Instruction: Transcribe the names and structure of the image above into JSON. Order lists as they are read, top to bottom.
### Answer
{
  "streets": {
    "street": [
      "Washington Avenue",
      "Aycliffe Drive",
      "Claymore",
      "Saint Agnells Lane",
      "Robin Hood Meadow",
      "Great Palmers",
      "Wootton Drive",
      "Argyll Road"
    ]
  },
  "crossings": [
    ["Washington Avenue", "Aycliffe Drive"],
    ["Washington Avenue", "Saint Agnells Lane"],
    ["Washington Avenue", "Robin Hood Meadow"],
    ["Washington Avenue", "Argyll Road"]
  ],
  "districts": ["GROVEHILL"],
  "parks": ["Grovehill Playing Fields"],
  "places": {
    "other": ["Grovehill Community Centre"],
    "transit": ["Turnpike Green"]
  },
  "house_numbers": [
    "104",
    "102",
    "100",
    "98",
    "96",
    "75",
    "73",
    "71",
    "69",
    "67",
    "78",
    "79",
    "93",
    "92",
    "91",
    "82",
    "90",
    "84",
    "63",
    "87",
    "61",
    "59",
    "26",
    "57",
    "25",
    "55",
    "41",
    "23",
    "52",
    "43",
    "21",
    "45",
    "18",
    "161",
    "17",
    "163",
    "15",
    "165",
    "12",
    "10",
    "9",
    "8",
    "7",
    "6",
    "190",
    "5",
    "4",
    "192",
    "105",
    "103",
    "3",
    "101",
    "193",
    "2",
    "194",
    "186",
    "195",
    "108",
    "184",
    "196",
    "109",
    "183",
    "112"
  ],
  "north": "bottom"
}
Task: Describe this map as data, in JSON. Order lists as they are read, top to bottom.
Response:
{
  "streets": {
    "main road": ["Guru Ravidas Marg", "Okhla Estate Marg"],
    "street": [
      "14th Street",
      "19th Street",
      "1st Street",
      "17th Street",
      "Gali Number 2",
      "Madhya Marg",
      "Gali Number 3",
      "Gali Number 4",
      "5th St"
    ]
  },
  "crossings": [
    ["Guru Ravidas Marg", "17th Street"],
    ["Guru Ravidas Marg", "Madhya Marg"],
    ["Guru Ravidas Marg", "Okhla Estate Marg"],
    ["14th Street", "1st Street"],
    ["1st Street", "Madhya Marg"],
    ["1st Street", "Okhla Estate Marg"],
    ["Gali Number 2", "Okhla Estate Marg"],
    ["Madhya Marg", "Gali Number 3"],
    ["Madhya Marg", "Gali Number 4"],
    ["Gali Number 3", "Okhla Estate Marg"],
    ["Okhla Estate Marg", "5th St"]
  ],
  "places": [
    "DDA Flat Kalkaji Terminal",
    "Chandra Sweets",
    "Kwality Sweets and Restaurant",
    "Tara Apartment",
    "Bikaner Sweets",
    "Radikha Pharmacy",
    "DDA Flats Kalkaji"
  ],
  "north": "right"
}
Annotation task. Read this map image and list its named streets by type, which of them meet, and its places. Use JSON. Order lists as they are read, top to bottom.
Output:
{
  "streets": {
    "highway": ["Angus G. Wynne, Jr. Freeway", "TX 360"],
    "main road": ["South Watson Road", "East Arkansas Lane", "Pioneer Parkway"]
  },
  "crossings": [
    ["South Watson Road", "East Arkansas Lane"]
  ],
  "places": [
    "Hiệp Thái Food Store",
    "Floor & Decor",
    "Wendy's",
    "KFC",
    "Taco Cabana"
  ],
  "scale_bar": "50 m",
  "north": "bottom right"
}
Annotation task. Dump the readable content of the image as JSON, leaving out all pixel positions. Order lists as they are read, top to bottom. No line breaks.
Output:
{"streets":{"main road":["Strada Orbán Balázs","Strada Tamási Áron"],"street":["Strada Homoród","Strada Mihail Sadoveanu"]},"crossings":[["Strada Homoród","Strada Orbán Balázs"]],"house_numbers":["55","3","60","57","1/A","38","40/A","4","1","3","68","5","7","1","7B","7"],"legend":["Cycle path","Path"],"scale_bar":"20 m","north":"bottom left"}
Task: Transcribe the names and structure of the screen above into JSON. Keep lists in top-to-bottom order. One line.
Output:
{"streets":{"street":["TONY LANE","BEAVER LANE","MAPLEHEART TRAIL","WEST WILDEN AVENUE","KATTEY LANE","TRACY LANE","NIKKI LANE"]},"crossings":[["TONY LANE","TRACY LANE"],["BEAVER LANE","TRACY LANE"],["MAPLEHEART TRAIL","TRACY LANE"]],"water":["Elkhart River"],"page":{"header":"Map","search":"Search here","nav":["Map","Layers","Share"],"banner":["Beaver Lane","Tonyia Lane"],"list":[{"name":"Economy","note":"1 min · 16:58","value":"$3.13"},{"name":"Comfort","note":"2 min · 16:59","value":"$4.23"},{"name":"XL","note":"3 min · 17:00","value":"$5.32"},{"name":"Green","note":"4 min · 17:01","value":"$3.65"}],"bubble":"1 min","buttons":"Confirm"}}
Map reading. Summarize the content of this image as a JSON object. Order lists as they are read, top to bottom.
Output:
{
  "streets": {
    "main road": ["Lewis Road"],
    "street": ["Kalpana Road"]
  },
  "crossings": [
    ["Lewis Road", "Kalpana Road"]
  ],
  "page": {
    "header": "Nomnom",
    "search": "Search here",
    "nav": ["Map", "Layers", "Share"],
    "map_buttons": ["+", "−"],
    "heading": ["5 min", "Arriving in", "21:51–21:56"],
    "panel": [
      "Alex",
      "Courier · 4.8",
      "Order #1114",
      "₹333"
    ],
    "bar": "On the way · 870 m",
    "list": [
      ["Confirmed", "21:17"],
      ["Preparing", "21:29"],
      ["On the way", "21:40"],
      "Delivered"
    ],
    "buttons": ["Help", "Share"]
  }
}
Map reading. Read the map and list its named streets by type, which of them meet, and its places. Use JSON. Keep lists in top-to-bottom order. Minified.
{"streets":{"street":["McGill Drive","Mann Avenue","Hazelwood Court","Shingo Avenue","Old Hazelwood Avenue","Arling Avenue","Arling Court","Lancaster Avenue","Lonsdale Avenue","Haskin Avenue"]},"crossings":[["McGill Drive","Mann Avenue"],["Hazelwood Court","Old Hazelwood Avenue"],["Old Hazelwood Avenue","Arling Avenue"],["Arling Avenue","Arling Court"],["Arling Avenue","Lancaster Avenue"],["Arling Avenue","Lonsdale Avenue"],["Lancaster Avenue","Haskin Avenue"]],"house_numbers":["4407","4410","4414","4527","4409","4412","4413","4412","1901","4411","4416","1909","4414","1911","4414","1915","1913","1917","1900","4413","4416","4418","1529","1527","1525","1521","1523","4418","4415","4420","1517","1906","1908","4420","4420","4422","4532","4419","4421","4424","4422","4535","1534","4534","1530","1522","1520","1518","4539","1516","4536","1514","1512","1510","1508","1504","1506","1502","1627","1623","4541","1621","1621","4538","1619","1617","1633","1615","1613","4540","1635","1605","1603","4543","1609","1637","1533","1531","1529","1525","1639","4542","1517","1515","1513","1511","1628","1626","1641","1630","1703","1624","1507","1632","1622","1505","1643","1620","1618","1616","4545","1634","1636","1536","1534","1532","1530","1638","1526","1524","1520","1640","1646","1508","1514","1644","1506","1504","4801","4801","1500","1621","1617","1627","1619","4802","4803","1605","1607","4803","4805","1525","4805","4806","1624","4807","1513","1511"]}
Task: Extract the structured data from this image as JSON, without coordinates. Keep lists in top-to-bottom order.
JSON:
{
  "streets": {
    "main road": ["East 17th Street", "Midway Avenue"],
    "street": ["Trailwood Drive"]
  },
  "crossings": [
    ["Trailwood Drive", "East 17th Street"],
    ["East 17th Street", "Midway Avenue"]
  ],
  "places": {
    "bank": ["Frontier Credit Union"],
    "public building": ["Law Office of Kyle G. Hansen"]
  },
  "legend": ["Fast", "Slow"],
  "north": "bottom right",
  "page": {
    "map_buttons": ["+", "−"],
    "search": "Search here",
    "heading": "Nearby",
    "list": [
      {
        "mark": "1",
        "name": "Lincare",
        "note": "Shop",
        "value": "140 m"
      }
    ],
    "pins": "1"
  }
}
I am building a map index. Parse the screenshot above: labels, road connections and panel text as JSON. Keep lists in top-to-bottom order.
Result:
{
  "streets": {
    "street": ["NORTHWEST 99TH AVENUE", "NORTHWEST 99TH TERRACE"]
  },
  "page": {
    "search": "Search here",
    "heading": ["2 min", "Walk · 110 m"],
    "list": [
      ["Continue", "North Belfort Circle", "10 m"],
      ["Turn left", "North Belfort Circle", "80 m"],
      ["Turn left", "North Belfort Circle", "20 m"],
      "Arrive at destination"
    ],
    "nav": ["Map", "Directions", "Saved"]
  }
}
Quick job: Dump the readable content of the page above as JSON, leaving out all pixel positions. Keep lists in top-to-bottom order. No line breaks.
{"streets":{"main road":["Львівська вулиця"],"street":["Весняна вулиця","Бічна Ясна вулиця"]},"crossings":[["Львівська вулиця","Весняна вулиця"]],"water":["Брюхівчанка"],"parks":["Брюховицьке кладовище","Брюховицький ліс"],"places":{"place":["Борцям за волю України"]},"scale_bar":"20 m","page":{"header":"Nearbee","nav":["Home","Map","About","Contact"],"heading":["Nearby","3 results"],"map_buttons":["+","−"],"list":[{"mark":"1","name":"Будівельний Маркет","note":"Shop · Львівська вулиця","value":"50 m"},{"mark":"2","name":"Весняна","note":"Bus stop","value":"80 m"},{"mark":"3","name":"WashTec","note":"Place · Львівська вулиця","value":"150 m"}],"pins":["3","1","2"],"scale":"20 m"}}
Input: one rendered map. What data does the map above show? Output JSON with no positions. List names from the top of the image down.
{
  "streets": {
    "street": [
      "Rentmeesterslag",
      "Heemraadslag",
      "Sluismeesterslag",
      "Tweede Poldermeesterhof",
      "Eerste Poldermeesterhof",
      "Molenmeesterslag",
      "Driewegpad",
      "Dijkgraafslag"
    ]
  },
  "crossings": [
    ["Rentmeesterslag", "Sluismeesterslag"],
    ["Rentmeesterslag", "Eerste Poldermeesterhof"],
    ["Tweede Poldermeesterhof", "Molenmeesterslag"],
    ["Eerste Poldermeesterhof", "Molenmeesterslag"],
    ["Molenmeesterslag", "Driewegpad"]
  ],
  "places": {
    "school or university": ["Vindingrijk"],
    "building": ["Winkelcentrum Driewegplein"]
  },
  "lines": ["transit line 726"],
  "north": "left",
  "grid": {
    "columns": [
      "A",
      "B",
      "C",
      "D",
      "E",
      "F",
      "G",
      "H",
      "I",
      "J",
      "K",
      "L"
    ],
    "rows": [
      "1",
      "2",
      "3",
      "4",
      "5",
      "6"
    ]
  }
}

* * *

● Task instructions: Search the material above for the word "into", then copy out each line that has it.

● Answer space:
Instruction: Transcribe the names and structure of the image above into JSON. Order lists as they are read, top to bottom.
Task: Transcribe the names and structure of the screen above into JSON. Keep lists in top-to-bottom order. One line.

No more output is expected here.